Author + information
- Received June 24, 2009
- Revision received September 15, 2009
- Accepted September 17, 2009
- Published online March 1, 2010.
- Muhammad Ashraf, MD⁎,
- Andriy Myronenko, MS†,
- Thuan Nguyen, MD, PhD‡,
- Akio Inage, MD∥,
- Wayne Smith, HBSc¶,
- Robert I. Lowe, MS§,
- Karl Thiele, PhD#,
- Carol A. Gibbons Kroeker, PhD⁎⁎,
- John V. Tyberg, MD, PhD††,
- Jeffrey F. Smallhorn, MBBS∥,
- David J. Sahn, MD⁎,⁎ ( and )
- Xubo Song, PhD†
- ↵⁎Reprint requests and correspondence:
Dr. David J. Sahn, L608, Pediatric Cardiology, Oregon Health & Science University, 3181 SW Sam Jackson Park Road, Portland, OR 97239-3098
Objectives To compute left ventricular (LV) twist from 3-dimensional (3D) echocardiography.
Background LV twist is a sensitive index of cardiac performance. Conventional 2-dimensional based methods of computing LV twist are cumbersome and subject to errors.
Methods We studied 10 adult open-chest pigs. The pre-load to the heart was altered by temporary controlled occlusion of the inferior vena cava, and myocardial ischemia was produced by ligating the left anterior descending coronary artery. Full-volume 3D loops were reconstructed by stitching of pyramidal volumes acquired from 7 consecutive heart beats with electrocardiography gating on a Philips IE33 system (Philips Medical Systems, Andover, Massachusetts) at baseline and other steady states. Polar coordinate data of the 3D images were entered into an envelope detection program implemented in MatLab (The MathWorks, Inc., Natick, Massachusetts), and speckle motion was tracked using nonrigid image registration with spline-based transformation parameterization. The 3D displacement field was obtained, and rotation at apical and basal planes was computed. LV twist was derived as the net difference of apical and basal rotation. Sonomicrometry data of cardiac motion were also acquired from crystals anchored to epicardium in apical and basal planes at all states.

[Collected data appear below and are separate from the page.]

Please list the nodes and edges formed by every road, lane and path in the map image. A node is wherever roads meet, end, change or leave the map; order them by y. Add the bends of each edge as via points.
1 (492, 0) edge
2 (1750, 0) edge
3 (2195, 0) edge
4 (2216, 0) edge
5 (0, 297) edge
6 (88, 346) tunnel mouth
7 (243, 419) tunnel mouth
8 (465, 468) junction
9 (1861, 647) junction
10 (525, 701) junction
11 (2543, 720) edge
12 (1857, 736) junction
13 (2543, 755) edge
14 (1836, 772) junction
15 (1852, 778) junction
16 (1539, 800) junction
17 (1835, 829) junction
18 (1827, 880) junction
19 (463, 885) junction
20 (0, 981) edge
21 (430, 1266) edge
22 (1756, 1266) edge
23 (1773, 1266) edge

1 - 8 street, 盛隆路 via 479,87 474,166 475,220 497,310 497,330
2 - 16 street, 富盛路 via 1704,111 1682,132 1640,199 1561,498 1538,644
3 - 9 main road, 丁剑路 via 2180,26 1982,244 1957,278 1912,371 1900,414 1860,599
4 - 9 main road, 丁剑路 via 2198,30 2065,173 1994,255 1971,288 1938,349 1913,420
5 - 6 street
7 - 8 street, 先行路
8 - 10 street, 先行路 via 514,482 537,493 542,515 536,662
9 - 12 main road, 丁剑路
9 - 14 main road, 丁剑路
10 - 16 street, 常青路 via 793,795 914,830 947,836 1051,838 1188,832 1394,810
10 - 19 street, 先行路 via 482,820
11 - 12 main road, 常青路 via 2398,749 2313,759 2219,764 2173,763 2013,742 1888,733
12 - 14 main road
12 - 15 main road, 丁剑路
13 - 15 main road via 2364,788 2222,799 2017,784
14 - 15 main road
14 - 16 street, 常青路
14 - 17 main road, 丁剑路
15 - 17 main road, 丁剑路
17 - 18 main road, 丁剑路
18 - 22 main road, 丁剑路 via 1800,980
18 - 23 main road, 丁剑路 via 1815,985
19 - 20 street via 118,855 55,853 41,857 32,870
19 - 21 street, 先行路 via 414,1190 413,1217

Results The 3D dense tracking slightly overestimated the LV twist, but detected changes in LV twist at different states and showed good correlation (r = 0.89) when compared with sonomicrometry-derived twist at all steady states. In open chest pigs, peak cardiac twist was increased with reduction of pre-load from inferior vena cava occlusion from 6.25° ± 1.65° to 9.45° ± 1.95°. With myocardial ischemia from left anterior descending coronary artery ligation, twist was decreased to 4.90° ± 0.85° (r = 0.8759).
Conclusions Despite lower spatiotemporal resolution of 3D echocardiography, LV twist and torsion can be computed accurately.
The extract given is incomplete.